Task to carry out:
Look for the string "paths" in the listing below, then copy every line that has it.

[[ Extracted records open ]]

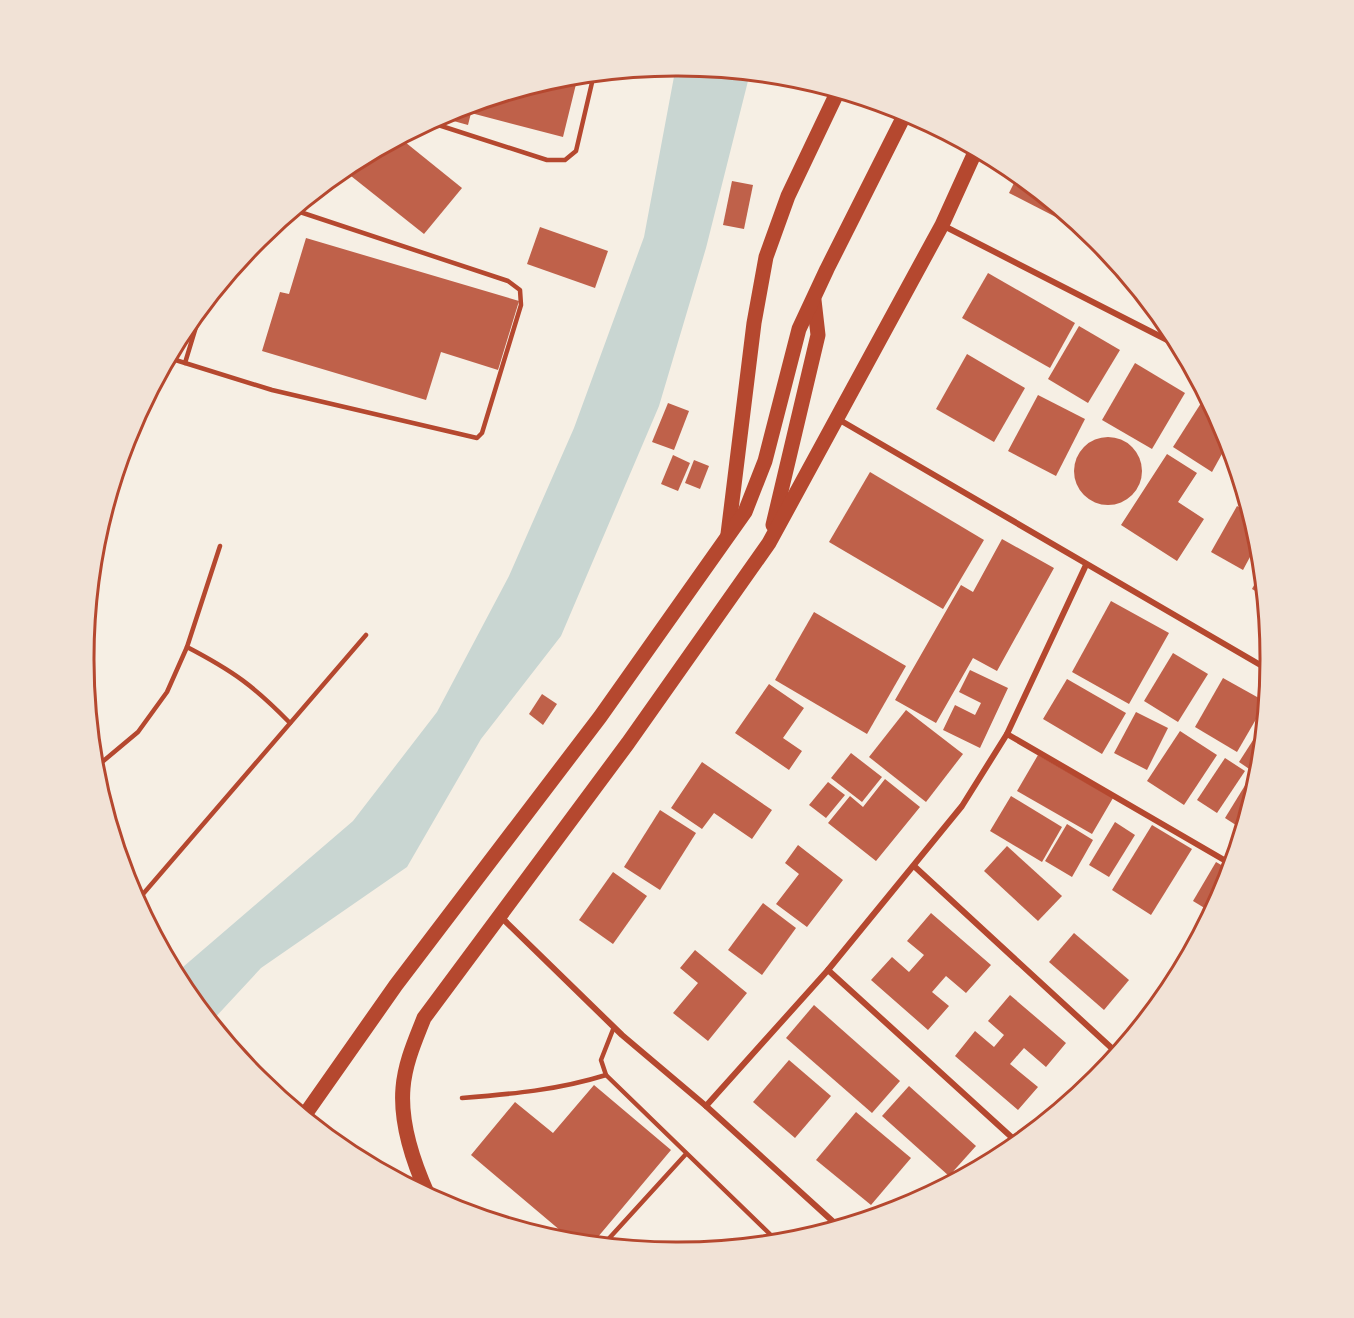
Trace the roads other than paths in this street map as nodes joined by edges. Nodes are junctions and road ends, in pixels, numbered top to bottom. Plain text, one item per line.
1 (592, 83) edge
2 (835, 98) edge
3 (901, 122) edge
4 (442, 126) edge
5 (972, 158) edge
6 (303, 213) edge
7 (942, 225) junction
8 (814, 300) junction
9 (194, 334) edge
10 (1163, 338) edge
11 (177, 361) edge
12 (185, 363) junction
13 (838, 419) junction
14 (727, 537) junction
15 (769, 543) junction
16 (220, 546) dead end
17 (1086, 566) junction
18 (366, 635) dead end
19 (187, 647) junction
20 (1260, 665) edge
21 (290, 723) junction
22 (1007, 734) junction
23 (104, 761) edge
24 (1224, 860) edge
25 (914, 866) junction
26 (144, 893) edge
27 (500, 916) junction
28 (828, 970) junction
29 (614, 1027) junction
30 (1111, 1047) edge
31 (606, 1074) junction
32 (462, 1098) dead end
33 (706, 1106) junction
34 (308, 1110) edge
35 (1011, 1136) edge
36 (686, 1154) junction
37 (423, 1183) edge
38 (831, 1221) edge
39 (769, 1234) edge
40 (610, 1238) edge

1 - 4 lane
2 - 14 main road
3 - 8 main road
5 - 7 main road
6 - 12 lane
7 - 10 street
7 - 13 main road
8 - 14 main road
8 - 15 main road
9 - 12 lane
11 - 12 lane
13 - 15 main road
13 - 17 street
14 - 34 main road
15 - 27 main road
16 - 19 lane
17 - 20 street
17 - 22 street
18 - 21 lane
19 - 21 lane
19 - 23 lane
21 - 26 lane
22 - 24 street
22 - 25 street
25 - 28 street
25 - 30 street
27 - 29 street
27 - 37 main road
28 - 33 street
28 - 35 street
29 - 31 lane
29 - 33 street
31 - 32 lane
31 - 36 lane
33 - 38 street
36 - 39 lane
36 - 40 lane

[[ Extracted records closed ]]
[[ Extracted records open ]]

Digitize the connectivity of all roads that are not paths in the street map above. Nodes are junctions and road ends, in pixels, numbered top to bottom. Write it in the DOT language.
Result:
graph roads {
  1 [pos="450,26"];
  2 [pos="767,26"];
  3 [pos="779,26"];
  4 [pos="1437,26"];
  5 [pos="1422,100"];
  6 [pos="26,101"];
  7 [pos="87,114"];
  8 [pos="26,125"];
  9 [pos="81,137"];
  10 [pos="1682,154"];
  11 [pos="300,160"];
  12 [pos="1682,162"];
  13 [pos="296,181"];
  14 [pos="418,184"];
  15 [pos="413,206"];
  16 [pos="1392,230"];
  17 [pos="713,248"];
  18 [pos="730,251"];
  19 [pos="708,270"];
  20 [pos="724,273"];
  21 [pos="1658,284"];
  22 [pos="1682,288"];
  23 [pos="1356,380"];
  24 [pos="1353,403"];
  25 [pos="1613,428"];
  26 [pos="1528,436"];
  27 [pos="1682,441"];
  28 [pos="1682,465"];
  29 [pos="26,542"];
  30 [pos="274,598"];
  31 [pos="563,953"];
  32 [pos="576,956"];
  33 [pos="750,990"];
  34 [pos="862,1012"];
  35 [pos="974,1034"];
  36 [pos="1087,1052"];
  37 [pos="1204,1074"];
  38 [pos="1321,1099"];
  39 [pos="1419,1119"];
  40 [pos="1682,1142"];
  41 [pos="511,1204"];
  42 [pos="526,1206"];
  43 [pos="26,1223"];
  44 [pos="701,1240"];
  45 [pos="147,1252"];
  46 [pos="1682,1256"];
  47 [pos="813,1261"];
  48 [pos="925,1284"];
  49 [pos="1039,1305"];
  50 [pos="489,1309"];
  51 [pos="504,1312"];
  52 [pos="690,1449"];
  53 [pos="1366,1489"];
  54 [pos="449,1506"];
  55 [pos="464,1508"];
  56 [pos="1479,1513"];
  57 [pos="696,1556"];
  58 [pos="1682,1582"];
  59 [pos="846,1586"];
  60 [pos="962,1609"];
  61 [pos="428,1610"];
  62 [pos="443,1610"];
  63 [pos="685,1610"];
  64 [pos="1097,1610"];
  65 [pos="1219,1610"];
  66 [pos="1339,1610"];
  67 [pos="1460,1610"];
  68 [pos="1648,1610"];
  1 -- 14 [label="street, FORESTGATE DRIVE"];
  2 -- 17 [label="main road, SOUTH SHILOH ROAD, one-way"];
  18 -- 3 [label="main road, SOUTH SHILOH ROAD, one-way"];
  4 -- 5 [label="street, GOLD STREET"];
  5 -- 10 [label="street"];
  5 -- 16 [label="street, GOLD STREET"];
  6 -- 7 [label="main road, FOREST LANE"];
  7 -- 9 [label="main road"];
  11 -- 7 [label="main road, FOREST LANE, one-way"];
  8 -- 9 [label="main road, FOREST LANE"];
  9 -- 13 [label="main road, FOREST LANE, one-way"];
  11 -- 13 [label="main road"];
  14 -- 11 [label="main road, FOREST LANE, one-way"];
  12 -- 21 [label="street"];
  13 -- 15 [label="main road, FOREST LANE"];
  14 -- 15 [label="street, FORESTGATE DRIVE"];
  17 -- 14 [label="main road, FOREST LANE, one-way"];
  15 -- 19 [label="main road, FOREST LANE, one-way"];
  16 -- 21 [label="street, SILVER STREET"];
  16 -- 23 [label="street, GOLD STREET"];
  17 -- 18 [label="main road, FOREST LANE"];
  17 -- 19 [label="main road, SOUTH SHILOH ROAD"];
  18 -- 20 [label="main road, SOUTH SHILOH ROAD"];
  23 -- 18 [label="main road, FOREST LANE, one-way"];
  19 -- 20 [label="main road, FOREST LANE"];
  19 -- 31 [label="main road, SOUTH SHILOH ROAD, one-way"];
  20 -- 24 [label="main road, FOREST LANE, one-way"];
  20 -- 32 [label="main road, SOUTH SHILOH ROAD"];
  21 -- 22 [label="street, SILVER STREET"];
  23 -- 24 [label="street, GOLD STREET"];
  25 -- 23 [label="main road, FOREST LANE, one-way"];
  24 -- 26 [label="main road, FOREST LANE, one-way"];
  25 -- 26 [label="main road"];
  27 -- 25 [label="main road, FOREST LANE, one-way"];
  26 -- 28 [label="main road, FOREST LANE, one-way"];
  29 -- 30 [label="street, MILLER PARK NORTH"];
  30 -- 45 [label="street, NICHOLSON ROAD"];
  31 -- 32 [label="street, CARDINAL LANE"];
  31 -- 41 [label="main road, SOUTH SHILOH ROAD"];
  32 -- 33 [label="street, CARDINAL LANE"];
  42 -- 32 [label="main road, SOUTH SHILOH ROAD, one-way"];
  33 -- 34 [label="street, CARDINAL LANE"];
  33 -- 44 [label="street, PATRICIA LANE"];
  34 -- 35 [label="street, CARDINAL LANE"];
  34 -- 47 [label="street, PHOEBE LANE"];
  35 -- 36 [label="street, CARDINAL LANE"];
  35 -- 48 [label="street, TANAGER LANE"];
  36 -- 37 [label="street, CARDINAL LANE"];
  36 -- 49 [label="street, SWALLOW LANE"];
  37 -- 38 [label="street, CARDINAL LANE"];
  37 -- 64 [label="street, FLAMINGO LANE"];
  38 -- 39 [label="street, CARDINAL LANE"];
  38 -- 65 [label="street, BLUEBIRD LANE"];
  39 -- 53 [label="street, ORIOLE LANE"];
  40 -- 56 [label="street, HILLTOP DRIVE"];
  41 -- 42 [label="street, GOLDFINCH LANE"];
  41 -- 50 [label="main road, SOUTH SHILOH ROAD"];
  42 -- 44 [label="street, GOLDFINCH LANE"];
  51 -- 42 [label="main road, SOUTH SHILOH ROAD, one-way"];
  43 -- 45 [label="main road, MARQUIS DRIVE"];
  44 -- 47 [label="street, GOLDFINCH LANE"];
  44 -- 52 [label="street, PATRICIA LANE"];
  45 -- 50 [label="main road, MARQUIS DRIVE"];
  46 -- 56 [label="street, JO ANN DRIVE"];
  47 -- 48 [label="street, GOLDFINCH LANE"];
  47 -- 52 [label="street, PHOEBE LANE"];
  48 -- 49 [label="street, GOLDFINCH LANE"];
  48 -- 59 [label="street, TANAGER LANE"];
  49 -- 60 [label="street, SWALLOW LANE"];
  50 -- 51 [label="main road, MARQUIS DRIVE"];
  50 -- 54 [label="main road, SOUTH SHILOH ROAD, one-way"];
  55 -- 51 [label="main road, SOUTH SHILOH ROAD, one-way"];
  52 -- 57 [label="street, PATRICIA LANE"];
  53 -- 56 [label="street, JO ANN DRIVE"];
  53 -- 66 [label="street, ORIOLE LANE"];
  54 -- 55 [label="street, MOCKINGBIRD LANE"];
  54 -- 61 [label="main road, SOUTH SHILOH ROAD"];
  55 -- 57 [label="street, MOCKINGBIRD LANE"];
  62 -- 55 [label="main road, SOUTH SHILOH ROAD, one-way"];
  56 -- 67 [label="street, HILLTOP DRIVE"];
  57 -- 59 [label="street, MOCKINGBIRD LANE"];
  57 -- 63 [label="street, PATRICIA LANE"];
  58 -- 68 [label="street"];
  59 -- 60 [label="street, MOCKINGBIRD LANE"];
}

[[ Extracted records closed ]]

Task result:
Trace the roads other than paths in this street map as nodes joined by edges. Nodes are junctions and road ends, in pixels, numbered top to bottom. Plain text, one item per line.
Digitize the connectivity of all roads that are not paths in the street map above. Nodes are junctions and road ends, in pixels, numbered top to bottom. Write it in the DOT language.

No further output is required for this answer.